● **What this task involves**: Give the entries again, exactly as they stand.

● **Saved data entries**:
══════

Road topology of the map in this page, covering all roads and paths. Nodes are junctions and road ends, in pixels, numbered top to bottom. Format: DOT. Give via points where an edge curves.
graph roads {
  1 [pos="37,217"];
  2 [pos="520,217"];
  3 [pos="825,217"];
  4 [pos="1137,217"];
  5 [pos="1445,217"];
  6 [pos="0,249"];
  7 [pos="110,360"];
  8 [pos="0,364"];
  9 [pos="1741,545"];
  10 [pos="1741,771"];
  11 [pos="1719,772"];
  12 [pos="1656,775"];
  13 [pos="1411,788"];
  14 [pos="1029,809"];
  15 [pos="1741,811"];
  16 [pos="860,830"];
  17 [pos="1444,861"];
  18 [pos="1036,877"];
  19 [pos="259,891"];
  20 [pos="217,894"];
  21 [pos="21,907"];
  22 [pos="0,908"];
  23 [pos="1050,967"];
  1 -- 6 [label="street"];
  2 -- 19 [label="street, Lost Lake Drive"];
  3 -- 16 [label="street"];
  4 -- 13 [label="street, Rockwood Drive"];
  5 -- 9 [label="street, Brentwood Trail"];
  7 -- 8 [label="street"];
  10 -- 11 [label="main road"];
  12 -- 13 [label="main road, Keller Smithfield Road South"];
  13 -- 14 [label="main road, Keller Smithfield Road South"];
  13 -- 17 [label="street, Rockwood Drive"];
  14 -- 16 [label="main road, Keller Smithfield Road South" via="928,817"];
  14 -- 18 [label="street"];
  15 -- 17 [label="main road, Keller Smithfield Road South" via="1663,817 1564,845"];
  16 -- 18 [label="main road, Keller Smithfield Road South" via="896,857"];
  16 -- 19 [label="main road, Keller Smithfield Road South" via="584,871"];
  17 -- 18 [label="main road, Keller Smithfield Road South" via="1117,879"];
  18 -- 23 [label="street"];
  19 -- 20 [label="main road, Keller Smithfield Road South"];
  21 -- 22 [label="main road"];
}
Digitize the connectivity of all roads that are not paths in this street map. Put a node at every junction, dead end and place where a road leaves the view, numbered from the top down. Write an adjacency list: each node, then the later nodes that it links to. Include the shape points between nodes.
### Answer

══════

● **The answer**:
Road topology of the map in this page, covering all roads and paths. Nodes are junctions and road ends, in pixels, numbered top to bottom. Format: DOT. Give via points where an edge curves.
graph roads {
  1 [pos="37,217"];
  2 [pos="520,217"];
  3 [pos="825,217"];
  4 [pos="1137,217"];
  5 [pos="1445,217"];
  6 [pos="0,249"];
  7 [pos="110,360"];
  8 [pos="0,364"];
  9 [pos="1741,545"];
  10 [pos="1741,771"];
  11 [pos="1719,772"];
  12 [pos="1656,775"];
  13 [pos="1411,788"];
  14 [pos="1029,809"];
  15 [pos="1741,811"];
  16 [pos="860,830"];
  17 [pos="1444,861"];
  18 [pos="1036,877"];
  19 [pos="259,891"];
  20 [pos="217,894"];
  21 [pos="21,907"];
  22 [pos="0,908"];
  23 [pos="1050,967"];
  1 -- 6 [label="street"];
  2 -- 19 [label="street, Lost Lake Drive"];
  3 -- 16 [label="street"];
  4 -- 13 [label="street, Rockwood Drive"];
  5 -- 9 [label="street, Brentwood Trail"];
  7 -- 8 [label="street"];
  10 -- 11 [label="main road"];
  12 -- 13 [label="main road, Keller Smithfield Road South"];
  13 -- 14 [label="main road, Keller Smithfield Road South"];
  13 -- 17 [label="street, Rockwood Drive"];
  14 -- 16 [label="main road, Keller Smithfield Road South" via="928,817"];
  14 -- 18 [label="street"];
  15 -- 17 [label="main road, Keller Smithfield Road South" via="1663,817 1564,845"];
  16 -- 18 [label="main road, Keller Smithfield Road South" via="896,857"];
  16 -- 19 [label="main road, Keller Smithfield Road South" via="584,871"];
  17 -- 18 [label="main road, Keller Smithfield Road South" via="1117,879"];
  18 -- 23 [label="street"];
  19 -- 20 [label="main road, Keller Smithfield Road South"];
  21 -- 22 [label="main road"];
}
Digitize the connectivity of all roads that are not paths in this street map. Put a node at every junction, dead end and place where a road leaves the view, numbered from the top down. Write an adjacency list: each node, then the later nodes that it links to. Include the shape points between nodes.
### Answer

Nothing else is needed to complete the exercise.